Tomasetti tosses me a puzzled look. “Spook what?”

“Spuk Butzemann,” I tell him. “According to Amish folklore, it’s a scarecrow that transforms into an animal at midnight. It sneaks into farmhouses and eats children who don’t obey their parents.”

“To think that some kids are afraid of clowns,” he mutters.

“Mr. Stutz, can you show me where it happened?” I ask.

“This way,” he says. “Kumma.” Come.

The Amish man takes us to a small pasture—a couple of acres—located behind the barn. Flashlights in hand, Tomasetti and I spend fifteen minutes looking for tracks or any sign of the predator. But the ground is muddy and trampled by the cattle; we find nothing.

Back in the Explorer, I hail Dispatch. “Margaret, did you reach ODNR?”

“A wildlife officer is on his way, Chief,” she replies.

“ETA?”

“He’ll be here in about an hour.”

I pause. “Have there been any calls put out about the escape of an exotic animal?” I ask. “From a hunting ranch?
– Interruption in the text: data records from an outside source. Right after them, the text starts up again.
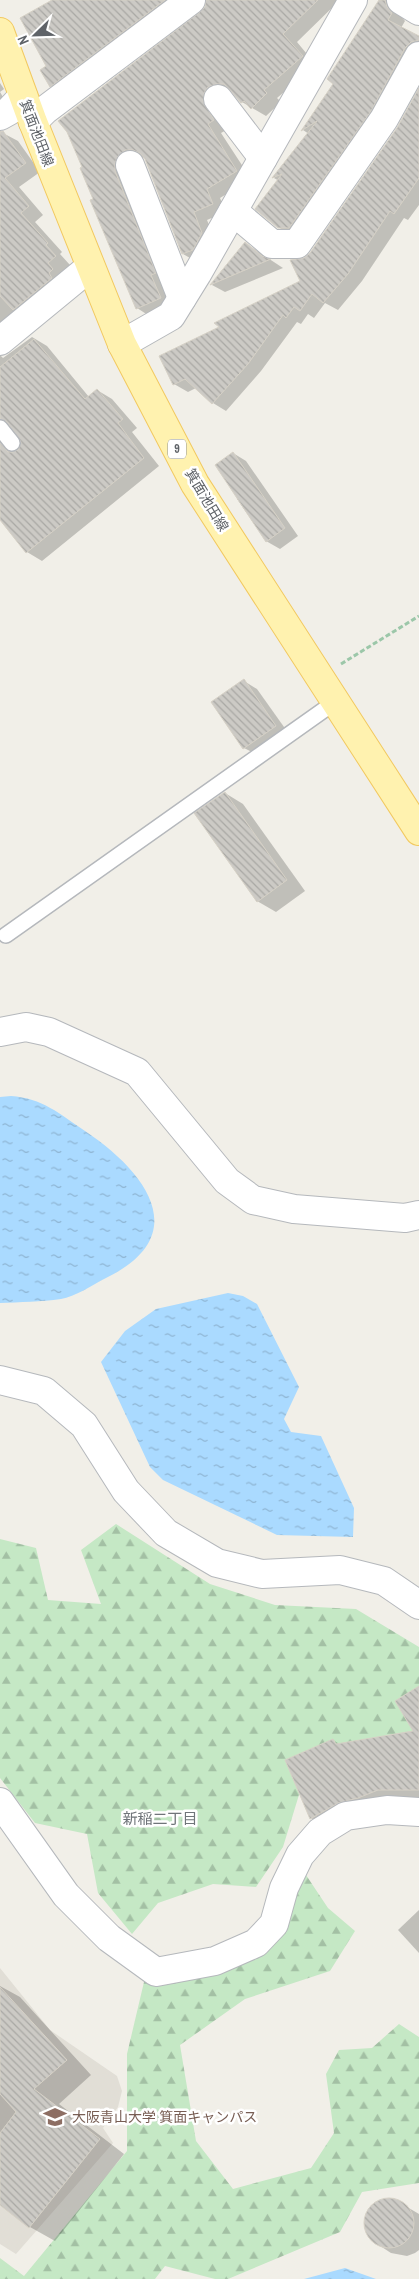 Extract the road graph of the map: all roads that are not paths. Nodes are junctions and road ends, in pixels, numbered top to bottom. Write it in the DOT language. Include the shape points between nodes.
graph roads {
  1 [pos="191,0"];
  2 [pos="353,0"];
  3 [pos="402,0"];
  4 [pos="419,11"];
  5 [pos="0,32"];
  6 [pos="419,56"];
  7 [pos="23,96"];
  8 [pos="218,99"];
  9 [pos="0,116"];
  10 [pos="33,122"];
  11 [pos="263,158"];
  12 [pos="130,165"];
  13 [pos="233,211"];
  14 [pos="90,267"];
  15 [pos="182,298"];
  16 [pos="0,341"];
  17 [pos="122,344"];
  18 [pos="0,428"];
  19 [pos="12,443"];
  20 [pos="335,702"];
  21 [pos="419,831"];
  22 [pos="6,935"];
  23 [pos="0,1032"];
  24 [pos="419,1215"];
  25 [pos="0,1380"];
  26 [pos="419,1605"];
  27 [pos="0,1802"];
  28 [pos="419,1812"];
  1 -- 10 [label="street"];
  2 -- 11 [label="street"];
  3 -- 4 [label="street"];
  5 -- 7 [label="main road, 箕面池田線 / 9"];
  6 -- 13 [label="street" via="384,119 297,244 272,244"];
  7 -- 9 [label="street"];
  7 -- 10 [label="main road, 箕面池田線 / 9"];
  8 -- 11 [label="street"];
  10 -- 14 [label="main road, 箕面池田線 / 9"];
  11 -- 13 [label="street"];
  12 -- 15 [label="street"];
  13 -- 15 [label="street"];
  14 -- 16 [label="street"];
  14 -- 17 [label="main road, 箕面池田線 / 9"];
  15 -- 17 [label="street" via="171,316"];
  17 -- 20 [label="main road, 箕面池田線 / 9" via="195,484"];
  18 -- 19 [label="lane"];
  20 -- 21 [label="main road, 箕面池田線 / 9"];
  20 -- 22 [label="lane"];
  23 -- 24 [label="street" via="26,1028 49,1032 137,1072 227,1181 253,1200 294,1209 405,1218"];
  25 -- 26 [label="street" via="44,1391 84,1425 126,1491 166,1533 217,1563 262,1574 340,1570 384,1581"];
  27 -- 28 [label="street" via="66,1895 108,1938 156,1972 214,1961 256,1943 274,1924 284,1888 300,1855 320,1832 346,1816 388,1810"];
}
Or zoo?”

“Not that I’ve come across,” she tells me. “Do you want me to check with County?”

“That would be great, Margaret. Thank you.” I rack the mike and look at Tomasetti. “So, what weighs three hundred pounds, bites, and looks like a bear?”

He shrugs. “And isn’t a close relative of mine?”

I smack his shoulder. “And no Sasquatch cracks.”

We sit there, our minds working over the possibilities. Then Tomasetti shoots me a sideways look. “If there’s an exotic on the loose this time of night, it’s possible the owner isn’t even aware of the situation.”

“Which means there may not be a report at all.”

“Exactly.” He looks out the window, toward the barn and the woods beyond. “We have a little time before the wildlife officer gets here. What do you say we cruise around, see if we can spot that wayward scarecrow?”

Rolling my eyes, I put the Explorer in gear. “What could possibly go wrong?”

Ten-year-old Danny Hochstetler couldn’t remember the last time he’d been so excited. He loved to fish more than anything in the world and night fishing was best of all. Tonight, he and his older brother, Samuel, finally got permission from their parents to camp out.

According to Datt, the crappie were “biting like mosquitoes” because of the blood moon.

Even Mamm liked crappie. Not only did they taste good, but they were small enough to fit in the pan.

Danny didn’t know anything about frying fish or what the moon had to do with fishing; all he cared about was dropping his hook in the water and pulling out that first big one.